The performances are generally but a means to an end. Dominic Purcell (2004's "Blade: Trinity") is a curious choice as heroic male lead Tim Manfrey. He has the sort of scowling facial features that would be perfect for a bad guy going up against James Bond, but is awkward playing a likable protagonist. Brooke Langton (2006's "The Benchwarmers") is a bit more credible as the resourceful Aviva Masters, but perhaps her most notable contribution is her striking revolving-door resemblances to Liv Tyler, Ellen Pompeo and Evangeline Lilly at any given moment. As Steven Johnson, Orlando Jones (2002's "Drumline") is repellent early on, given a stream of bad one-liners and around to be the token black comic-relief, but then does a surprising about-face to become the best character of the bunch. Jones is charismatic when he overcomes the scripting inadequacies, and even manages a few acerbic zingers in the second half. There is a great slow-motion overhead shot of Steven being chased through a field by the giant crocodile that might be the movie's creative high point.

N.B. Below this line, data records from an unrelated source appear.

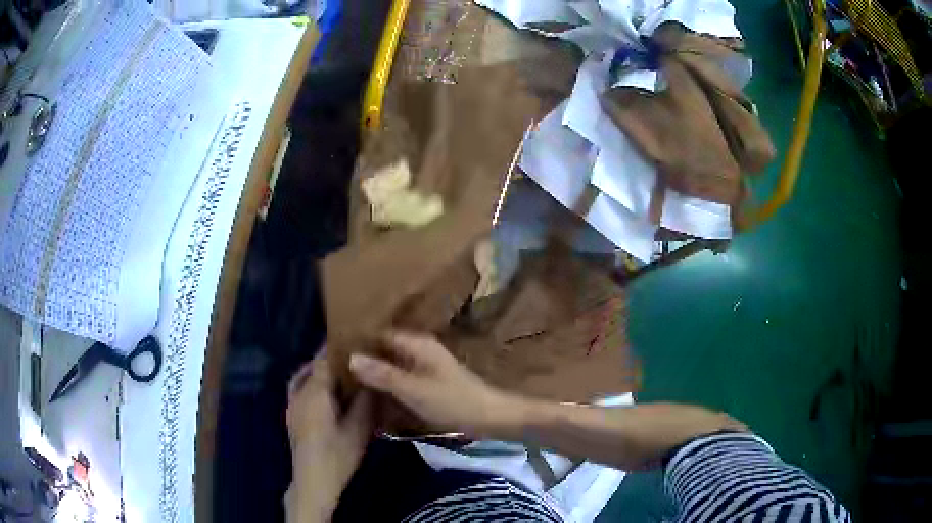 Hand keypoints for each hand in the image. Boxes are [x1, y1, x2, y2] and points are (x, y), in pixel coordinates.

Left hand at [285, 349, 372, 521]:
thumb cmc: (337, 455)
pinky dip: (311, 383)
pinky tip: (325, 393)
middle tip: (352, 356)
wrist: (313, 480)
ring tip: (340, 371)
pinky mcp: (292, 415)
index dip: (339, 349)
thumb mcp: (359, 429)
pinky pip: (299, 389)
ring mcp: (292, 405)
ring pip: (303, 377)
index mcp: (314, 393)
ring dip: (319, 370)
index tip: (356, 341)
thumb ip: (365, 402)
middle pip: (312, 367)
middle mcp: (299, 393)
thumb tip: (373, 379)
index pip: (324, 361)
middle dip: (330, 358)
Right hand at [349, 331, 513, 436]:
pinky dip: (388, 379)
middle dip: (365, 354)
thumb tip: (351, 357)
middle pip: (386, 347)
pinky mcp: (430, 382)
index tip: (334, 347)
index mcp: (418, 344)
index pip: (380, 333)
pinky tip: (373, 390)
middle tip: (335, 364)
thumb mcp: (414, 390)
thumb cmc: (453, 401)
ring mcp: (426, 366)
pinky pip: (402, 375)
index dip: (359, 339)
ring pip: (393, 362)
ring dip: (376, 368)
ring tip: (347, 376)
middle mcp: (421, 349)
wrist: (490, 418)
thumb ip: (383, 374) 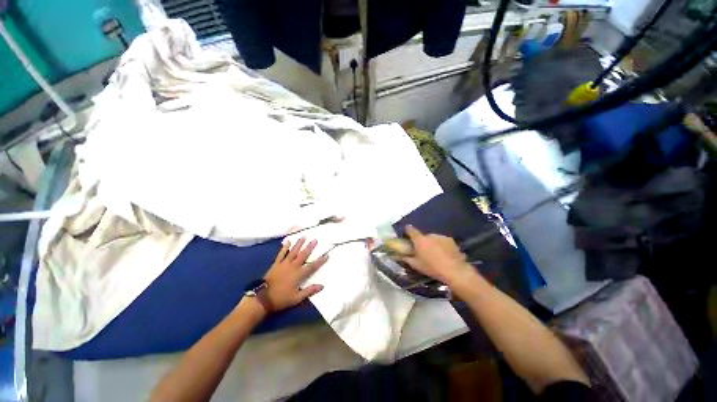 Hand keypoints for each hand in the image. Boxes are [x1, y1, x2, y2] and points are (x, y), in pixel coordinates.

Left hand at [263, 238, 327, 311]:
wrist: (263, 298)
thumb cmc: (281, 299)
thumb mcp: (297, 298)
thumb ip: (309, 291)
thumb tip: (322, 286)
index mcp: (299, 275)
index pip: (312, 266)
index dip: (320, 261)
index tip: (327, 255)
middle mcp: (293, 267)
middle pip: (303, 255)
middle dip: (310, 247)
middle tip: (315, 239)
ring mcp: (284, 264)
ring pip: (293, 252)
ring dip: (299, 244)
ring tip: (304, 236)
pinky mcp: (276, 264)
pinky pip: (281, 254)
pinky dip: (284, 248)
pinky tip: (287, 241)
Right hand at [402, 225, 473, 284]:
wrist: (454, 271)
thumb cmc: (432, 268)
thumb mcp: (417, 265)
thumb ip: (407, 258)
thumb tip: (401, 255)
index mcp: (420, 240)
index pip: (411, 230)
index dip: (408, 230)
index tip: (407, 231)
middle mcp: (430, 235)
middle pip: (423, 236)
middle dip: (423, 241)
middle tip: (424, 250)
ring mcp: (441, 237)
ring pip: (433, 238)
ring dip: (432, 243)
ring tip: (436, 254)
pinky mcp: (451, 240)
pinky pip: (442, 241)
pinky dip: (441, 245)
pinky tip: (444, 254)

As for Gustave, the mixture of puppets and CGI that combine to bring him to life is on the rickety side, but the blemished effects work for this sort of low-rent monster mash. In many scenes, he looks and acts less like a croc and more like a dinosaur straight out of 1993's "Jurassic Park." Interesting to note, too, that Gustave has no problem munching on whomever crosses his path, but draws the line when it comes to attempted rape. How else to explain the ridiculous sequence where a dangerous local sexually attacks Aviva in a tent, and the crocodile bypasses the rest of the men hanging around the water to venture on land and save her?

"Primeval" isn't at all frightening—there is only one good jump moment—but there is an agreeable level of tension during the climax. What isn't so palatable is the political exploitation introduced into an otherwise silly horror-actioner, particularly in a terrible last scene that features a would-be elegant postscript about the end of the war in Burundi in 2005 before immediately segueing into a final "scare" moment that cheapens things. "Primeval" is diverting as an easily-forgotten 94-minute entertainment, but comes close to being a joke as a politically-charged morality tale.